Sleep Apnea Rate Higher in Patients With Cervical Spondylosis

By Linda Carroll

April 09, 2020

NEW YORK - (Reuters Health) - Cervical spondylosis may nearly double patients' risk for obstructive sleep apnea (OSA), a new study suggests.

Analysis of data from more than 98,000 patients showed OSA was nearly 80% more likely in the presence of cervical spondylosis, researchers reported in Sleep Medicine.

"Cervical spine pathology could give a substantial impact to obstructive sleep apnea occurrence," said lead author Tzong-Hann Yang, chief of the department of otolaryngology-head and neck surgery at Taipei City Hospital in Taiwan.

"In patients with severe sleep apnea, clinicians might need to routinely perform a lateral view of the cervical spine x-ray to evaluate the cephalometry as well as the cervical spine status to see if there is any loss of cervical disc height and thus excessive pharynx mucosa narrowing of the upper airway, or to see if in the bony part of the cervical spine there are protrusions, such as spur formation, osteophyte growth, or other pathologies such as pannus formation in rheumatoid arthritis or diffuse idiopathic skeletal hyperostosis," Yang said in an email.

To see if cervical spine pathology is associated with sleep apnea, Yang and colleagues reviewed data on 98,234 patients who received a first time diagnosis of OSA between 2010 and 2016, plus four propensity-matched controls for each patient.
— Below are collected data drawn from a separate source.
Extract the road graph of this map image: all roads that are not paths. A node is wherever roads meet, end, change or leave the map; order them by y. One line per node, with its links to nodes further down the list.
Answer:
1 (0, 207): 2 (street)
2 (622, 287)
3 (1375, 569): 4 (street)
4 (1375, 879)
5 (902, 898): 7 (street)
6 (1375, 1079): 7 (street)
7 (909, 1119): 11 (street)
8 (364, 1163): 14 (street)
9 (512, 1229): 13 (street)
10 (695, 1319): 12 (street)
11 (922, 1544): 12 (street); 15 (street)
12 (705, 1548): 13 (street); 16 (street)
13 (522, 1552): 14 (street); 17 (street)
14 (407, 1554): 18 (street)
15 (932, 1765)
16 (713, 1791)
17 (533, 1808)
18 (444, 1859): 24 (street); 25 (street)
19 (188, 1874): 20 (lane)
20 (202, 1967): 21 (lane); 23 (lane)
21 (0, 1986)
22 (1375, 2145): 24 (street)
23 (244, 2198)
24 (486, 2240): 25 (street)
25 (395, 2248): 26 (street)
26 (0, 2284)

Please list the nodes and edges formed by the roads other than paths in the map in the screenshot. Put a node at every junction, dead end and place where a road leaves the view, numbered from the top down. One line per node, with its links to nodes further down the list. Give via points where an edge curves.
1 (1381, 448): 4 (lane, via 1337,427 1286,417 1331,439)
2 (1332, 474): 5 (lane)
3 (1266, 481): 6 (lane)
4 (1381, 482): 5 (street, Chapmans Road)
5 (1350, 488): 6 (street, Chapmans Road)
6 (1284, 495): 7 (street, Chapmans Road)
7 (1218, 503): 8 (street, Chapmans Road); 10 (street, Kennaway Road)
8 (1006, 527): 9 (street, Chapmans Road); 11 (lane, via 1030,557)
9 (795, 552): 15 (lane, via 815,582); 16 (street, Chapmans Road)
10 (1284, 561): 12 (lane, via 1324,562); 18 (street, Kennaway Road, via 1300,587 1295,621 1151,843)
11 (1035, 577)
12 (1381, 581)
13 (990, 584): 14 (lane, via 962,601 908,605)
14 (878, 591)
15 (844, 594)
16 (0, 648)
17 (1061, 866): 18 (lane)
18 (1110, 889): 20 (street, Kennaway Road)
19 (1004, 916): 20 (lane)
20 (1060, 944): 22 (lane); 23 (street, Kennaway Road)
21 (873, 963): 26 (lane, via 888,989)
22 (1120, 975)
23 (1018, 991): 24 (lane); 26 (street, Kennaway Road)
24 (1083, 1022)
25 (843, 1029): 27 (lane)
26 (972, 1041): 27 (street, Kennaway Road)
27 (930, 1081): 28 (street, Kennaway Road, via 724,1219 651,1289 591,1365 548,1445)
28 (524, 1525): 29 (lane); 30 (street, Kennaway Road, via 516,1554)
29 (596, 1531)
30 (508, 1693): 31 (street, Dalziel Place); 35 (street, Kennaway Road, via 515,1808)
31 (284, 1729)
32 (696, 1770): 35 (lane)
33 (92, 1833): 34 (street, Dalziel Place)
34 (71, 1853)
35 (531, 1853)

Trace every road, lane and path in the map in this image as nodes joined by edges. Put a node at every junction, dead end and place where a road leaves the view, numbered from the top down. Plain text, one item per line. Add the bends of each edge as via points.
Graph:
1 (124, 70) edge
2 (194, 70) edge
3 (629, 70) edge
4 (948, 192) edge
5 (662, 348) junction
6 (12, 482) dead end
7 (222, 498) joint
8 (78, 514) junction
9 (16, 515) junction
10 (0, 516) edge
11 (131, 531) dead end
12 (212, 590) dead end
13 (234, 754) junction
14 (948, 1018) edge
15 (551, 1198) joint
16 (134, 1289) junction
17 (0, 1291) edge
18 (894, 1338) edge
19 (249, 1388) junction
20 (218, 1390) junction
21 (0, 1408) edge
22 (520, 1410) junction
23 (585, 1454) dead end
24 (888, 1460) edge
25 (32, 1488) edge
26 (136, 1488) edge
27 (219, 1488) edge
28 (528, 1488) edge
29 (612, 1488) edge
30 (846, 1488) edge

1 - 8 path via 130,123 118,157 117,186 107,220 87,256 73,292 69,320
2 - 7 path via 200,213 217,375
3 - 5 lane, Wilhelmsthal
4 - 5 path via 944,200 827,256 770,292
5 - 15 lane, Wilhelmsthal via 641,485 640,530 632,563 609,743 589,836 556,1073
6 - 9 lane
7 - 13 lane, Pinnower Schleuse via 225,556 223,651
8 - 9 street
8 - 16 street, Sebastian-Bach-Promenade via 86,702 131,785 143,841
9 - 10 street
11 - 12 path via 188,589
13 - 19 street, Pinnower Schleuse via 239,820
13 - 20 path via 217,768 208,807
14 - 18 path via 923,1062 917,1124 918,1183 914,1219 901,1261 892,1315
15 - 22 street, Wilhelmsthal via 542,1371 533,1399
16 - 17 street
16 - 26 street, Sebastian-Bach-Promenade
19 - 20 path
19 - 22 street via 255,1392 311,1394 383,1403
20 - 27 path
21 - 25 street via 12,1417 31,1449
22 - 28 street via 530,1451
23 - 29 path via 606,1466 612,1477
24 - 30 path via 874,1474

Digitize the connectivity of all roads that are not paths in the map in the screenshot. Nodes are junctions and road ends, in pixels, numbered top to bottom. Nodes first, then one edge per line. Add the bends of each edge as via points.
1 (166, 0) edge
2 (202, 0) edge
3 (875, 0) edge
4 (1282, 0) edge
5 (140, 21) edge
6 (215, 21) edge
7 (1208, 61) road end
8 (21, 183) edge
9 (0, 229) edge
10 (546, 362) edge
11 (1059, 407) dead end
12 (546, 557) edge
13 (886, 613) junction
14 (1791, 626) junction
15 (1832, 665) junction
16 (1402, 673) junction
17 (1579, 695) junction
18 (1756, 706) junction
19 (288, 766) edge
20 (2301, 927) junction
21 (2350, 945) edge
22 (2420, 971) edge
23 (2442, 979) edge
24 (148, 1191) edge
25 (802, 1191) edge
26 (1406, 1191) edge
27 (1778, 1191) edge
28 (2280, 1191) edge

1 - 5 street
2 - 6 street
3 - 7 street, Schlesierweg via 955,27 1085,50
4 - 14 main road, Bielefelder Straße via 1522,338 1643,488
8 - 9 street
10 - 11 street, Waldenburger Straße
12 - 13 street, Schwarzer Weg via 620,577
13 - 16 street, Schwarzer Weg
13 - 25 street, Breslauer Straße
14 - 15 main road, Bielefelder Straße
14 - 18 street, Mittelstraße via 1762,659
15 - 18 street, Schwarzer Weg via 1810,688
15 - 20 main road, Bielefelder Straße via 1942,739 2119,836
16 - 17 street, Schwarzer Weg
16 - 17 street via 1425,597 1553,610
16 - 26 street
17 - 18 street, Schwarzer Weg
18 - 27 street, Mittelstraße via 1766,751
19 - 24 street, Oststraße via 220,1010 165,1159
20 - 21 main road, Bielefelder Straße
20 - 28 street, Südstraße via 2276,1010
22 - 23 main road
The prevalence of cervical spondylosis was 18.4% among patients with OSA, significantly greater than the 12.1% rate in controls.

Taking into account factors such as gender, monthly income, geographic location, hyperlipidemia, hypertension, diabetes, coronary heart disease and asthma in a multivariate logistic regression, the researchers found an adjusted odds ratio of 1.778 when comparing those with cervical spondylosis to those without the degenerative condition.

Addressing the spondylosis might lead to improvements in sleep apnea, Yang said.

"Physical therapies such as neck traction are suggested as an adjunctive therapy for obstructive sleep apnea to reduce excessive mucosa crowding into the airway due to loss of cervical disc height," Yang said. "Osteophytes or vertebral spurs might need to be removed if they significantly compromise the space of the upper airway."

"This is a fairly straightforward study that finds an association between two things that I'm not sure are causally related," said Dr. Andrew Varga, an assistant professor of medicine at the Icahn School of Medicine at Mount Sinai. "They try to imply that the fact that someone has degenerative changes in the spine somehow contributes to sleep apnea. But I see no evidence that that is true."

Moreover, Varga said, "the changes at the level of cervical spondylosis are anatomically small and limited to things like inflammation. We know of bigger things that impinge on the airway that don't cause sleep apnea."

Varga also pointed out that the researchers didn't consider obesity in their analysis.